Starship lleva años acostumbrándonos a imágenes difíciles de ignorar: un vehículo gigantesco despegando, etapas separándose en vuelo y pruebas que unas veces han terminado con avances claros y otras con pérdidas inesperadas. Lo hemos visto progresar misión tras misión, con SpaceX modificando el sistema después de cada intento. Sin embargo, esa sucesión de vuelos todavía no ha cerrado algunas de las pruebas más importantes de su desarrollo. La próxima ya está programada y apunta directamente a uno de esos objetivos que el programa lleva tiempo persiguiendo.
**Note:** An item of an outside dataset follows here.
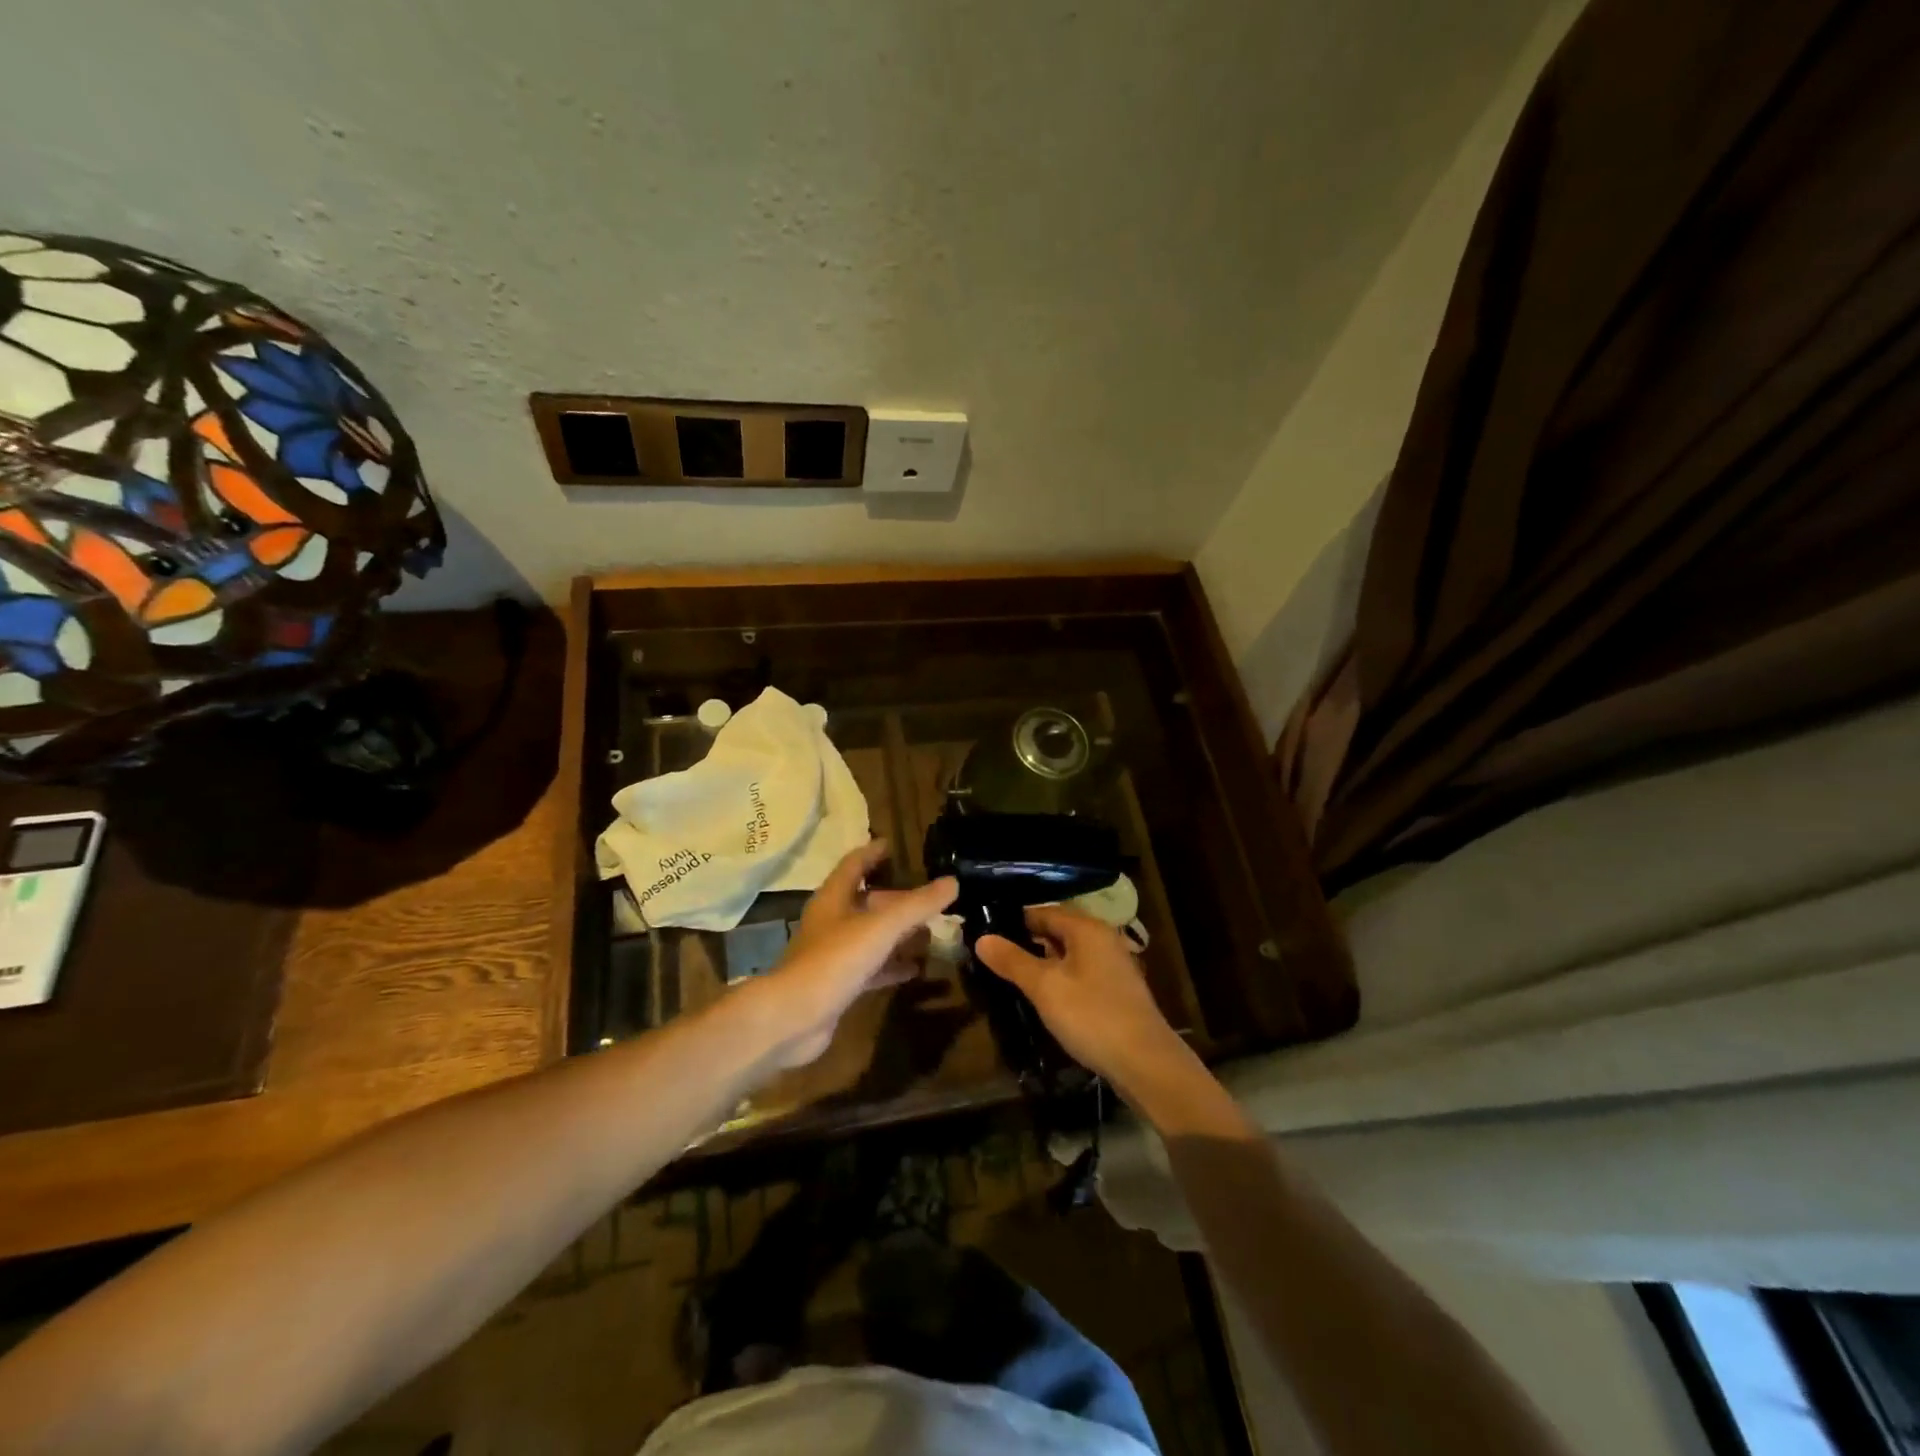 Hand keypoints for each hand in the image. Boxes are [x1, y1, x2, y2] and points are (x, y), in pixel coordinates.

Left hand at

La fecha marcada es el 22 de septiembre, siempre que llegue la autorización regulatoria necesaria. Ese día, Starship intentará entrar por primera vez en una órbita de unos 275 kilómetros, completar aproximadamente seis vueltas al planeta y comenzar después su regreso mediante un encendido de desorbitado tras casi diez horas de misión. El plan contempla terminar con una reentrada y un amerizaje controlado en el Pacífico, al oeste de Chile. Pero el vuelo no irá vacío: SpaceX transportará 26 Starlink V3, y entre esa carga se encuentra uno de los detalles que hacen especialmente interesante esta prueba.
La misión tendrá sus propios ojos a través de satélites Starlink
Entre los 26 satélites habrá tres con una tarea que va mucho más allá de conectarse después a la constelación Starlink. Esas unidades incorporan cámaras para observar desde el exterior la etapa superior de Starship, especialmente la zona del escudo térmico, y enviar esas imágenes a los operadores de SpaceX. Así que veremos cómo algunos de los satélites que la nave lleve hasta la órbita se convertirán después en sus propios observadores. Es una imagen llamativa, pero detrás hay bastante más que una buena fotografía del vehículo flotando sobre la Tierra.
No será la primera vez que SpaceX utilice sus propios satélites para mirar a Starship desde fuera. En el vuelo de julio, seis de los 20 Starlink V3 ya llevaban cámaras con las que observaron la nave después del despliegue y enviaron esas imágenes a tierra. La diferencia ahora está en el contexto: esos ojos externos acompañarán el primer intento de mantener Starship realmente en órbita durante horas, justo antes de una reentrada especialmente importante para el programa.
La etapa superior de Starship tras su recuperación del océano | Imagen: SpaceX
La compañía quiere utilizar esa información para seguir desarrollando métodos que permitan evaluar si el sistema de protección térmica está preparado para futuros regresos al lugar de lanzamiento. Para este vuelo ha reforzado la sujeción de algunas losetas, ha introducido cambios en zonas donde se habían detectado caminos por los que el plasma podía penetrar detrás de ellas y probará zonas con un diseño de loseta curva que ya ha mostrado capacidad para reducir el calentamiento entre piezas.
Los nuevos satélites de Starlink | Imagen: SpaceX
La presencia de los V3 también ayuda a entender por qué SpaceX necesita que Starship deje de ser únicamente un vehículo experimental. En el vuelo anterior ya vimos cómo la nave liberaba satélites de esta generación, aunque aquellos siguieron una trayectoria suborbital y reentraron poco después, como estaba previsto. Ahora la compañía quiere que la carga permanezca en órbita y pueda empezar a cumplir la función para la que fue construida. El vínculo con Starlink es directo: la constelación sostiene una parte fundamental del negocio de SpaceX y Starship debería permitir desplegar mucha más capacidad en cada lanzamiento.
La recuperación de Starship permite llevar el vehículo de vuelta a tierra para analizarlo después del vuelo | Imagen: SpaceX
Todo esto adquiere otra escala cuando miramos hacia la Luna. SpaceX desarrolla para la NASA la variante Starship HLS, concebida como módulo de alunizaje para el programa Artemis, y la propia agencia utiliza la evolución del vehículo como parte de ese camino tecnológico. Eso sí, no significa que Flight 14 sea un ensayo de Artemis ni que el regreso estadounidense dependa únicamente de lo que ocurra aquí.